Before running this notebook, follow the README in `counterselection/scripts/` to generate a folder like `counterselection/data/processing_example/`. Particularly `counterselection/data/processing_example/aa/` which contains `.fa` files that have enriched reads from each round in CDR peptide sequence format.

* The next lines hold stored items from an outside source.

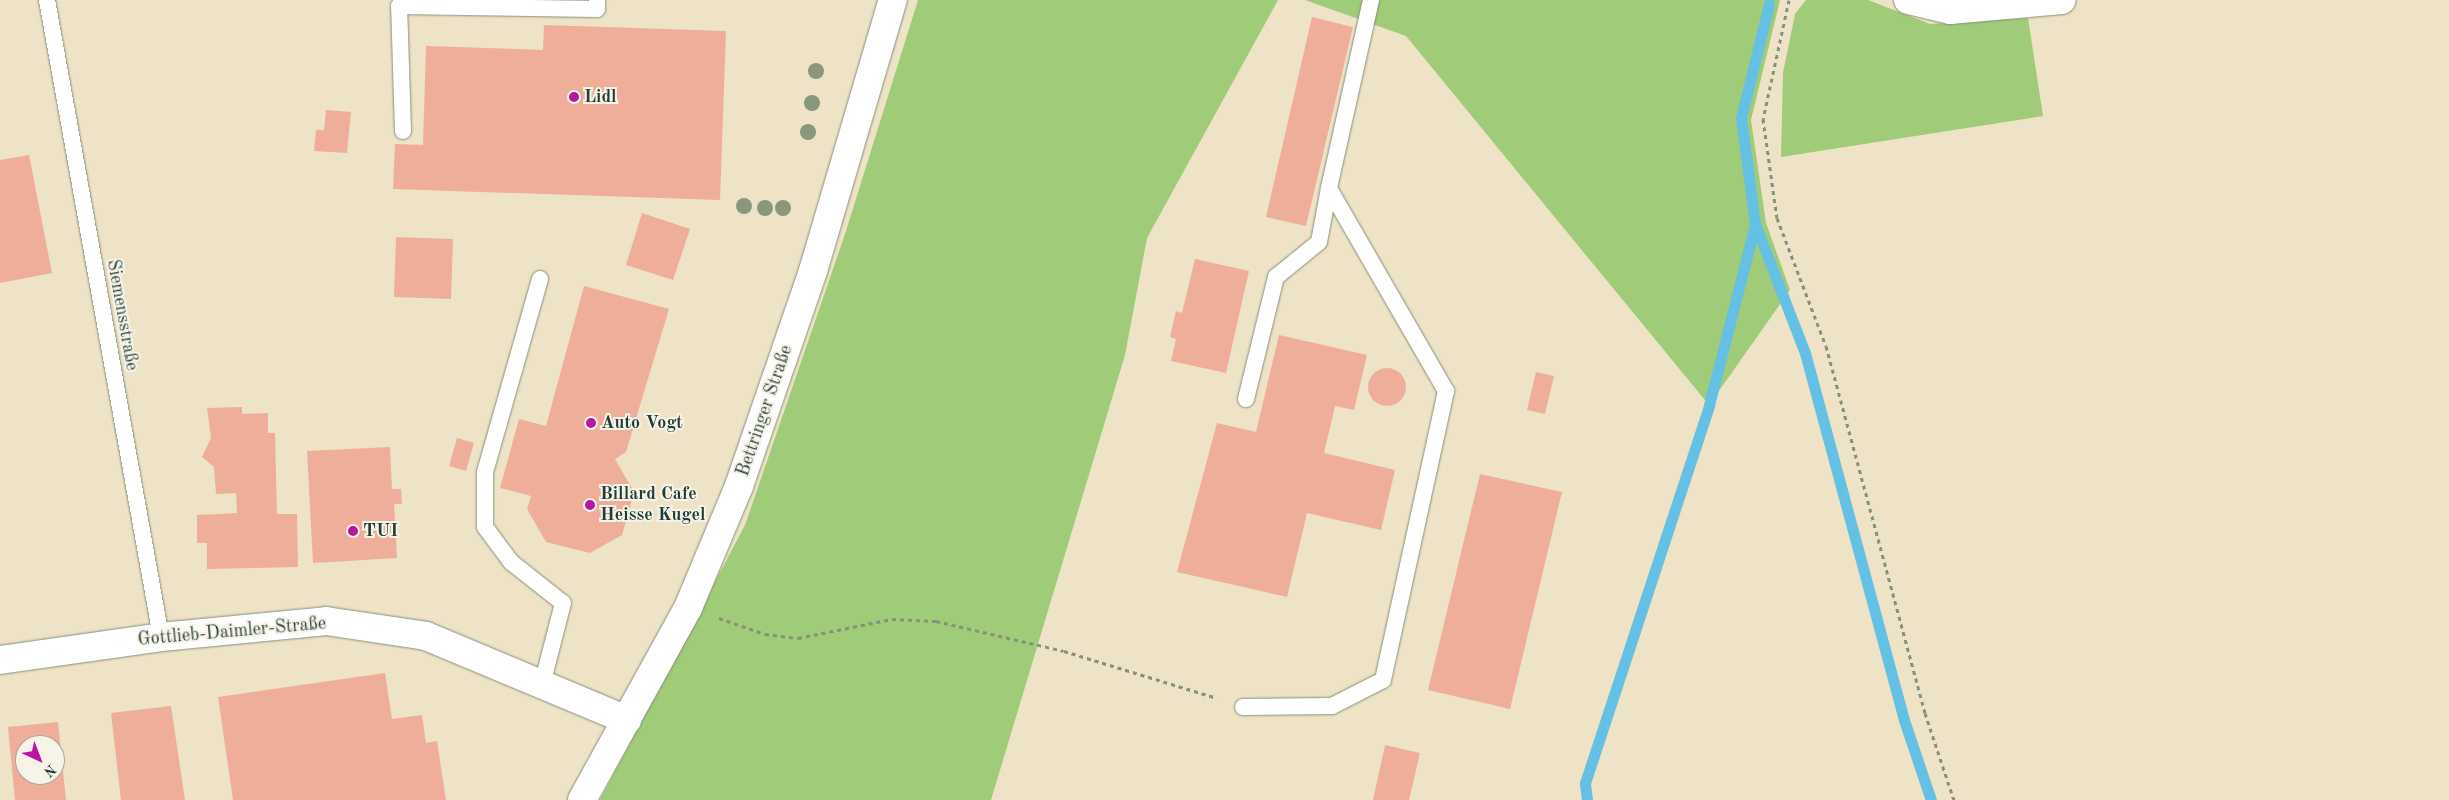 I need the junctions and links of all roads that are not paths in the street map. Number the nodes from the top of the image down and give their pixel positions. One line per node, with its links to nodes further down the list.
1 (47, 0): 11 (lane, Siemensstraße)
2 (597, 0): 7 (lane)
3 (893, 0): 15 (street, Bettringer Straße)
4 (1371, 0): 8 (lane)
5 (1908, 0): 6 (street)
6 (2062, 0)
7 (403, 131)
8 (1329, 188): 10 (lane); 14 (lane)
9 (540, 279): 13 (lane)
10 (1246, 399)
11 (161, 637): 12 (street, Gottlieb-Daimler-Straße); 13 (street, Gottlieb-Daimler-Straße)
12 (0, 660)
13 (542, 685): 15 (street, Gottlieb-Daimler-Straße)
14 (1244, 707)
15 (627, 720): 16 (street, Bettringer Straße)
16 (582, 800)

Below is a table of how the GRI numbers align with the demo presented below:

| GRI     | Name      |
|---------|-----------|
| GRI5684 | Mock_R1_a |
| GRI7049 | TGFb_R2_a |
| GRI7055 | TGFb_R3_a |

## 1. Count reads from `.fa` files using `make_read_txt()`
The following call will generate a `.txt` from `counterselection/processing_example/aa/*_pept.fa` that has each unique read and its counts.

In [3]:
make_read_txt("../processing_example/")

## 2. Create `count_dict` object and pickle the file using `create_count_dict()`
The following call will generate a Python dictionary for each GRI for ease of use in downstream tasks (this step is not explicitly necessary). 

In [4]:
create_count_dict("../processing_example/")

## 3. Make a round enrichment dataframe using `make_enrichment_df()`
This function takes as input the Round 2 (R2) and Round 3 (R3) count_dict paths.

In [5]:
df = make_enrichment_df(
                   r1_count_dict_path='../processing_example/count_dicts/GRI5684_count_dict.pkl',
                   r2_count_dict_path='../processing_example/count_dicts/GRI7049_count_dict.pkl', 
                   r3_count_dict_path='../processing_example/count_dicts/GRI7055_count_dict.pkl'
                    )

## 4. Make a training dataset using `make_class_set()`
The following call will generate a classification training set for use in training models.

In [6]:
tgfb_a = make_class_set(df)